Problem ::
Select from the data all lines with the word "الخطاب".

Supplied information ::
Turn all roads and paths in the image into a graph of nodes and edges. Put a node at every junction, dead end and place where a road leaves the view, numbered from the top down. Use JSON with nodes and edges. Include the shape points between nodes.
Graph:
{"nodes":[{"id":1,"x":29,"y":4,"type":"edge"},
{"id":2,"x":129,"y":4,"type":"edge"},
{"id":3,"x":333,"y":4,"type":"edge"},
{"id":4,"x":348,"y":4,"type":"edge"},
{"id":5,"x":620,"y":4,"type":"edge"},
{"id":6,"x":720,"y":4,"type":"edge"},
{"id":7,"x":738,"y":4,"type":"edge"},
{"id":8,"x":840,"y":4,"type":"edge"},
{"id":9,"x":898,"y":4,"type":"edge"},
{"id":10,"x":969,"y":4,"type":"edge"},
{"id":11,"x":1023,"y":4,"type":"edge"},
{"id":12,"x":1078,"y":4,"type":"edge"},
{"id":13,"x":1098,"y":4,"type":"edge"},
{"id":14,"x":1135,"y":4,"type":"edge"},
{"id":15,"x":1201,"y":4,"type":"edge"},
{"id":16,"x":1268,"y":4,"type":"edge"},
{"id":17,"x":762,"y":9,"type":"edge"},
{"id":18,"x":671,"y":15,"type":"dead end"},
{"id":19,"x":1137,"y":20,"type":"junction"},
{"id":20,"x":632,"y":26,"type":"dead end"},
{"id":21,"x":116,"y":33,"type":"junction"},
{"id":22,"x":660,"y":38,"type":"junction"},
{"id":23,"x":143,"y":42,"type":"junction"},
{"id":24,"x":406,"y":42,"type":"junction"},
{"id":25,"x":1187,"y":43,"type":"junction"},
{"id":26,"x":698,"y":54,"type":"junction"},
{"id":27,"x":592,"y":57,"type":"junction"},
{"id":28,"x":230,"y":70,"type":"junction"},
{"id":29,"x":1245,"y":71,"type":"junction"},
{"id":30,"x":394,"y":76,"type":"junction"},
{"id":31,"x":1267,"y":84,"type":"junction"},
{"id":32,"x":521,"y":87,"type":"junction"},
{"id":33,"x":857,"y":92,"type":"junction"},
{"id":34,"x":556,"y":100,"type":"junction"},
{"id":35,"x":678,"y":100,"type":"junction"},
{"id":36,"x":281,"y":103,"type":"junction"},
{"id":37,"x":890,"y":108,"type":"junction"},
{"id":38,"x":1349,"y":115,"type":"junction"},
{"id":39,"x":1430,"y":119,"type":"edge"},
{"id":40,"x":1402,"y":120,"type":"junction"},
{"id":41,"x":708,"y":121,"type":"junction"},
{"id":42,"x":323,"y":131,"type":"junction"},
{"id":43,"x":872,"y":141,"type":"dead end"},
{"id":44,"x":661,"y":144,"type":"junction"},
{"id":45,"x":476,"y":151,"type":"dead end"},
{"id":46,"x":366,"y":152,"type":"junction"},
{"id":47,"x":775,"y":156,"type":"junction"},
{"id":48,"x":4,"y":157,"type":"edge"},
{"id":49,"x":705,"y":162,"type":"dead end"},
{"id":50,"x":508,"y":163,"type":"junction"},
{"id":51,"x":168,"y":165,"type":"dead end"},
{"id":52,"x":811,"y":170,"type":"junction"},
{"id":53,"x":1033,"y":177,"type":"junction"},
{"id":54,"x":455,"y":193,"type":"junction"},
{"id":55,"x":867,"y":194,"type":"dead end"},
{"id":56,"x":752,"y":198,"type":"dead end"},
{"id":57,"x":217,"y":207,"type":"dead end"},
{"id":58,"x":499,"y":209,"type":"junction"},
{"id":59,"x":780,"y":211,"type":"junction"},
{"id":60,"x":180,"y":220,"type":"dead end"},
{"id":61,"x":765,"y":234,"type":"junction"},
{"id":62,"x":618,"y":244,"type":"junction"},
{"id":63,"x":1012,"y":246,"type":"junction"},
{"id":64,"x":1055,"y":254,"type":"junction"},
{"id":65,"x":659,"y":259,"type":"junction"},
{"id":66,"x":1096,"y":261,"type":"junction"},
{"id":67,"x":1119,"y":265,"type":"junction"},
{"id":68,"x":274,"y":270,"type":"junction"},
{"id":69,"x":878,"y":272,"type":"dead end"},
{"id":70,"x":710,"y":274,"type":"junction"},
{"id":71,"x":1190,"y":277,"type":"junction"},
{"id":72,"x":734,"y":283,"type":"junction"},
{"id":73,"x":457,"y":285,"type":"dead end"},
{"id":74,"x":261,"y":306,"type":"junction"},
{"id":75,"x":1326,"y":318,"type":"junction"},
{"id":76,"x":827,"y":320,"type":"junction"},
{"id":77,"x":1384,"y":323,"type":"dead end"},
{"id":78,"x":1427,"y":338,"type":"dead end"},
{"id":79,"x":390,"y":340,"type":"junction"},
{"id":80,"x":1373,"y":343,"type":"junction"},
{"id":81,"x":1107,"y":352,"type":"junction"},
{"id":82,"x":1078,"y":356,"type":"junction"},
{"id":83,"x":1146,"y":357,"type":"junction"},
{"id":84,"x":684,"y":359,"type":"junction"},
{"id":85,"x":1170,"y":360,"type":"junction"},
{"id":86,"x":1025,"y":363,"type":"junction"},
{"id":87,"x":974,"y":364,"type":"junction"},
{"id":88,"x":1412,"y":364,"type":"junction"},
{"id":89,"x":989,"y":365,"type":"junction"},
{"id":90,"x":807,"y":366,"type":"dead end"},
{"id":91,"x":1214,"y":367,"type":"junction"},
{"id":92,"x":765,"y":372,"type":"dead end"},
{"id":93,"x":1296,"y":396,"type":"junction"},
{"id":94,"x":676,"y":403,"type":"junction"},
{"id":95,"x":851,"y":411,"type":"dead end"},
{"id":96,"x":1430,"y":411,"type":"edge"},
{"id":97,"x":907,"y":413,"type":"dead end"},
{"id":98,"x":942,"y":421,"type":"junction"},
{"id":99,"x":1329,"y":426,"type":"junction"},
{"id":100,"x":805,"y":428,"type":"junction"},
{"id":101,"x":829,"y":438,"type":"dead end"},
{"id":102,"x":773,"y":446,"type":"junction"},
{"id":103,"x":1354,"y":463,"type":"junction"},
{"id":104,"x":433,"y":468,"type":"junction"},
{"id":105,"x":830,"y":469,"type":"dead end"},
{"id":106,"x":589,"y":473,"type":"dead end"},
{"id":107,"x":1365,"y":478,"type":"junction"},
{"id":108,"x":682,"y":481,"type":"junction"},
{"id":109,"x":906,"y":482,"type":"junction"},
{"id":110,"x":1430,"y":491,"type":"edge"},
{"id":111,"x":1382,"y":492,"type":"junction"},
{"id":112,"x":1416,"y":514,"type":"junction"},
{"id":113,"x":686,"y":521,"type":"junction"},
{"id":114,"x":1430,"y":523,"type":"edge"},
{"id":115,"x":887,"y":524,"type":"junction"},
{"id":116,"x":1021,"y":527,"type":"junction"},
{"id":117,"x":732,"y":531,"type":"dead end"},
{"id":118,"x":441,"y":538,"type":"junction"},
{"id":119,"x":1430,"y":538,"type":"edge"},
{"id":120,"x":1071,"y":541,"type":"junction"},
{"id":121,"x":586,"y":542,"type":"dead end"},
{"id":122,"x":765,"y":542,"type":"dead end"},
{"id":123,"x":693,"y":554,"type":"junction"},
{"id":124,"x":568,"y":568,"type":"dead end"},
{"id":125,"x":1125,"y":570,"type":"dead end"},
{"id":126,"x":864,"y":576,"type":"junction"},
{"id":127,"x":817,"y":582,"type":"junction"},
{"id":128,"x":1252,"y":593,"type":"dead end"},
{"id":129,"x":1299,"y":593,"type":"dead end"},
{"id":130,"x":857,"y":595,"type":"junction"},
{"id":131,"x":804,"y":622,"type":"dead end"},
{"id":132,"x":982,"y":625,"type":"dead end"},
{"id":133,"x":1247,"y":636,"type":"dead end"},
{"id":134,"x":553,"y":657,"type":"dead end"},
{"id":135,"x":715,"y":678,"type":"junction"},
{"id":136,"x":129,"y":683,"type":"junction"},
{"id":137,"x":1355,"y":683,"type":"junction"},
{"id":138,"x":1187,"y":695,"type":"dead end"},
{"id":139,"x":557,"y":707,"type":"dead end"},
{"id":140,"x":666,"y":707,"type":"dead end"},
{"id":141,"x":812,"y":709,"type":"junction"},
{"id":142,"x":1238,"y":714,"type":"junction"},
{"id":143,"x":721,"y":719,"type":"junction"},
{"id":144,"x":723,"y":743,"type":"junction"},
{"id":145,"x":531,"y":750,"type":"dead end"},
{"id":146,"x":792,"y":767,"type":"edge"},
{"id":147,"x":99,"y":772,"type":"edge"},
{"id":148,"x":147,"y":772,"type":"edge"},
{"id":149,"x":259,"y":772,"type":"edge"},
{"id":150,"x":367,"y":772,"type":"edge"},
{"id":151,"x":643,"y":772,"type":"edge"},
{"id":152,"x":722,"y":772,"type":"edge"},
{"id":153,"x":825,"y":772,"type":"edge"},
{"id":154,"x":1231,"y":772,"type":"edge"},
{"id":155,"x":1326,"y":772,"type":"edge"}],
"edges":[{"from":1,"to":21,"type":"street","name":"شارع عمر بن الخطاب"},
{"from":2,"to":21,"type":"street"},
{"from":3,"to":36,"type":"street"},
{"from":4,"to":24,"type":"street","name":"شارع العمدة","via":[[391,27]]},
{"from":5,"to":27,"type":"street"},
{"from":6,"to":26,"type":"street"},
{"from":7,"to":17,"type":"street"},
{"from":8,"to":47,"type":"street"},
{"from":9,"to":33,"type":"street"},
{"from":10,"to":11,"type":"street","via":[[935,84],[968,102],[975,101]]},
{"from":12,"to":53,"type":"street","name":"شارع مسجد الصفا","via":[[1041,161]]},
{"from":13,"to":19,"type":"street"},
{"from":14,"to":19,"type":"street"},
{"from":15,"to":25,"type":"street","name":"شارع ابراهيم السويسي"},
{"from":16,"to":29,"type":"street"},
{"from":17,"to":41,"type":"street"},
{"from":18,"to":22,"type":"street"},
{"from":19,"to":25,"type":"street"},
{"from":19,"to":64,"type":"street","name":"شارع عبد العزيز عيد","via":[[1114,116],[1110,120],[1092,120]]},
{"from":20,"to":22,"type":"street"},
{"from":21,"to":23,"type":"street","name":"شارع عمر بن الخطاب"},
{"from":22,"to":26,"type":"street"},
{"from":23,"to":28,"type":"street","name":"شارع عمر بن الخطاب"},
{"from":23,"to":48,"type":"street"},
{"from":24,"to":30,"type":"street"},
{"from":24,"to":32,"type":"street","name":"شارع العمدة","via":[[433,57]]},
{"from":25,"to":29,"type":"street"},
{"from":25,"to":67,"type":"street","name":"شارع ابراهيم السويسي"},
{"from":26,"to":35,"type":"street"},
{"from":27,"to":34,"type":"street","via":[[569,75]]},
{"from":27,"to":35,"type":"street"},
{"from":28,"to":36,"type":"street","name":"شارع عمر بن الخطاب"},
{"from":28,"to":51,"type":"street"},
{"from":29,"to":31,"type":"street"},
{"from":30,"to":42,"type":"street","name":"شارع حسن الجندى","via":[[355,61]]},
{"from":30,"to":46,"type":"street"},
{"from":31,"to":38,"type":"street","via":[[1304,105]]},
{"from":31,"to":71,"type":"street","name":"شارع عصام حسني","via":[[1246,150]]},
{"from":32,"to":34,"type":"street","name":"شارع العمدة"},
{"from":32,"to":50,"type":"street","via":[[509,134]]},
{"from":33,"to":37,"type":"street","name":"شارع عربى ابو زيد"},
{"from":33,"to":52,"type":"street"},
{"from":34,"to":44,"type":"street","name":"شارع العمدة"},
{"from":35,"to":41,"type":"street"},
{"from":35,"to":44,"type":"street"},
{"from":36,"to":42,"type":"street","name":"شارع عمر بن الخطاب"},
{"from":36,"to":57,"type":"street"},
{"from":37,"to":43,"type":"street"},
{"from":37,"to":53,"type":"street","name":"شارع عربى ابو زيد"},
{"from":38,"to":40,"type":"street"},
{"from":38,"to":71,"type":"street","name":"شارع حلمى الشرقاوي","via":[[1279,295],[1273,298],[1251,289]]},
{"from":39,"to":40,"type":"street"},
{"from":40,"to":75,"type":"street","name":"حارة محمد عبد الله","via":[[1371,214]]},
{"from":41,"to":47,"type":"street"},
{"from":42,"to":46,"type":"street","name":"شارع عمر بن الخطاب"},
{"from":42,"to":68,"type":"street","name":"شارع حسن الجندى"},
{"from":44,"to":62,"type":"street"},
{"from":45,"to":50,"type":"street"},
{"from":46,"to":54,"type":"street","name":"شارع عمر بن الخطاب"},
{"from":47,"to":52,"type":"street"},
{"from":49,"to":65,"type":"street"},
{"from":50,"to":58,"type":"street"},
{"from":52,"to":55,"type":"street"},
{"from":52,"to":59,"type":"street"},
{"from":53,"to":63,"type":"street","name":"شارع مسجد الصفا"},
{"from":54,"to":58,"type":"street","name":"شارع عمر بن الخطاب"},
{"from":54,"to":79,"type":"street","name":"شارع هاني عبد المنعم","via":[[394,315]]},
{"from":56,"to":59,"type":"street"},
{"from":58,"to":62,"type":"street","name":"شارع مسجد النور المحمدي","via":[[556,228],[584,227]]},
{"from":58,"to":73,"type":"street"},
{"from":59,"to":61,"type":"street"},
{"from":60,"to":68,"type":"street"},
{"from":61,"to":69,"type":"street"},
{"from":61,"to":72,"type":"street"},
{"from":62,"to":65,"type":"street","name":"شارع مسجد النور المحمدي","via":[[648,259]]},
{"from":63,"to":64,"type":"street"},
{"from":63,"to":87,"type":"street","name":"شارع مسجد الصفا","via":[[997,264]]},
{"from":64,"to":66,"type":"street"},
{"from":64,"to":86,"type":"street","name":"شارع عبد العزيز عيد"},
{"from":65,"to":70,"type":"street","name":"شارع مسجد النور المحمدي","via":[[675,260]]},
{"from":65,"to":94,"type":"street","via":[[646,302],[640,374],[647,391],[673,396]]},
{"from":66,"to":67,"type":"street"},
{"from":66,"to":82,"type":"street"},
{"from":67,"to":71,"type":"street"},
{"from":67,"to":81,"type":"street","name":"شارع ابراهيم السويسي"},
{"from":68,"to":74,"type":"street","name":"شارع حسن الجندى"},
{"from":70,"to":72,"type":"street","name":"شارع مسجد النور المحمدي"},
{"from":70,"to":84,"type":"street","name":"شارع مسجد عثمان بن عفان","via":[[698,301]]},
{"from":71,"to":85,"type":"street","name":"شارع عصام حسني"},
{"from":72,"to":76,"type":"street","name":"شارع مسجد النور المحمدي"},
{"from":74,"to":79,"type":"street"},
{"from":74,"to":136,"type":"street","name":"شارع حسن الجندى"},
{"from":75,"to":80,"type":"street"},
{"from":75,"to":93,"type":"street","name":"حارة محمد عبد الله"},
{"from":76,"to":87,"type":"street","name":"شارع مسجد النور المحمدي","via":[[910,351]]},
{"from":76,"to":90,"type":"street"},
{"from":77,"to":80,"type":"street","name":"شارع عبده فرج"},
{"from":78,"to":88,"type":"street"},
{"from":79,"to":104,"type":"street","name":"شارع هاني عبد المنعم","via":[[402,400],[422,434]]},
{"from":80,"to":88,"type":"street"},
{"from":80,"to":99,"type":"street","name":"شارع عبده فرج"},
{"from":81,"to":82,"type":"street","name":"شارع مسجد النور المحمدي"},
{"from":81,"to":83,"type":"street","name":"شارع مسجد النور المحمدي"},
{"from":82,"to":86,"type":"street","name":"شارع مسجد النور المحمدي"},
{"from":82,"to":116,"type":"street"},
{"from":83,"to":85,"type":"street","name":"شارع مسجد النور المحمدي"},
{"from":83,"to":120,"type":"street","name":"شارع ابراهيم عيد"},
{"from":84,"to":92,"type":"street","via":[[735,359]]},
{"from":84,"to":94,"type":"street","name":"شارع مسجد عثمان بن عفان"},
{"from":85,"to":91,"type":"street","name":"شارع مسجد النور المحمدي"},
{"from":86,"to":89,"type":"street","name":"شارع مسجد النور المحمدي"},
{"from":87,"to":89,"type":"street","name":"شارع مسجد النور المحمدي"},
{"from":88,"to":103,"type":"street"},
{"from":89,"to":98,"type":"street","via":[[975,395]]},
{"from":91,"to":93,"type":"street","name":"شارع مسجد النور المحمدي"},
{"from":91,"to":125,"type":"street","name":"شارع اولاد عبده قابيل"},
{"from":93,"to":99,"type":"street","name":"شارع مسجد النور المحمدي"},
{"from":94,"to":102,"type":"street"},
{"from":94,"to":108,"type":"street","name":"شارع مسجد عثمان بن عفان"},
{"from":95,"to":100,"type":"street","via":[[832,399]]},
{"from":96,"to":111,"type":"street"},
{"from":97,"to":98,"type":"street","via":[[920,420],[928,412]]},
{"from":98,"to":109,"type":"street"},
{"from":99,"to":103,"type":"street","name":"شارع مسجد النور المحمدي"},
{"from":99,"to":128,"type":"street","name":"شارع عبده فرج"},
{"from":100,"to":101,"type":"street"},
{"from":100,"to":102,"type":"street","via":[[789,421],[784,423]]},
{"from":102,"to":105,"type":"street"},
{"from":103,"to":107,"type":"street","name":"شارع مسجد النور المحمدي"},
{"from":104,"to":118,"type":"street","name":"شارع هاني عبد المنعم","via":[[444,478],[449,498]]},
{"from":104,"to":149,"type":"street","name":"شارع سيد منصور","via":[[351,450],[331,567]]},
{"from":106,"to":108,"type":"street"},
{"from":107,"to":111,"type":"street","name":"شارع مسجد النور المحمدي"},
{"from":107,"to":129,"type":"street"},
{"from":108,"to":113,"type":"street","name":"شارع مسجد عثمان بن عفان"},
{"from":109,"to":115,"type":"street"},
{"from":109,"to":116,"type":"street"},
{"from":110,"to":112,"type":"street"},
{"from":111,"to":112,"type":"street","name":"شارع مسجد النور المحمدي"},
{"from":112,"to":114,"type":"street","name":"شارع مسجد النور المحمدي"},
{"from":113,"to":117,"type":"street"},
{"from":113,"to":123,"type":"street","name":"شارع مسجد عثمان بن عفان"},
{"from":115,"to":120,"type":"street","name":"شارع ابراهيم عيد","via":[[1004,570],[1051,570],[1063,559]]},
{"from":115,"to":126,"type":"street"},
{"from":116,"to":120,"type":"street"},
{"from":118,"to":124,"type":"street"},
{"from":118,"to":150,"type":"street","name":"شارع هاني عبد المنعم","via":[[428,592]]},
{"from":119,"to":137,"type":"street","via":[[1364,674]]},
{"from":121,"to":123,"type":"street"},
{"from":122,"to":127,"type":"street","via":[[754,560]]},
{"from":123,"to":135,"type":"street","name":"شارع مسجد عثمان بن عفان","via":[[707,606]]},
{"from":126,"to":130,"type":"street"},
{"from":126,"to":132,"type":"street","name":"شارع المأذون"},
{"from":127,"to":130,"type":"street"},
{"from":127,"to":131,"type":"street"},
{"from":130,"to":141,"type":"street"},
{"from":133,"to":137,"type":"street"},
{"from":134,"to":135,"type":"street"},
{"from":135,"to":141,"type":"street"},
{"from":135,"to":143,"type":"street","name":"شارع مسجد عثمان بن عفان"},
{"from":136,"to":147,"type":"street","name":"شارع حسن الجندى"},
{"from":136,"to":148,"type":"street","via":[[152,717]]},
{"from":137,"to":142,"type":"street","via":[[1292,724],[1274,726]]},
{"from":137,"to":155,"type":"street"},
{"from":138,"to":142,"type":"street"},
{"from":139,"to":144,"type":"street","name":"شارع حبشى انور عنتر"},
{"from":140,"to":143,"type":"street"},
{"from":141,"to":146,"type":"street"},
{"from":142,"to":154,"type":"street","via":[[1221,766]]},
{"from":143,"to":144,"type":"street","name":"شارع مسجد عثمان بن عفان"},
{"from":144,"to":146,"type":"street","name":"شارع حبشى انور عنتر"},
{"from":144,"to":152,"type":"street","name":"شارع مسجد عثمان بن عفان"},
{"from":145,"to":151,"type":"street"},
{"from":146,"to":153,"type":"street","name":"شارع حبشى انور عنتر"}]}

The answer ::
"edges":[{"from":1,"to":21,"type":"street","name":"شارع عمر بن الخطاب"},
{"from":21,"to":23,"type":"street","name":"شارع عمر بن الخطاب"},
{"from":23,"to":28,"type":"street","name":"شارع عمر بن الخطاب"},
{"from":28,"to":36,"type":"street","name":"شارع عمر بن الخطاب"},
{"from":36,"to":42,"type":"street","name":"شارع عمر بن الخطاب"},
{"from":42,"to":46,"type":"street","name":"شارع عمر بن الخطاب"},
{"from":46,"to":54,"type":"street","name":"شارع عمر بن الخطاب"},
{"from":54,"to":58,"type":"street","name":"شارع عمر بن الخطاب"},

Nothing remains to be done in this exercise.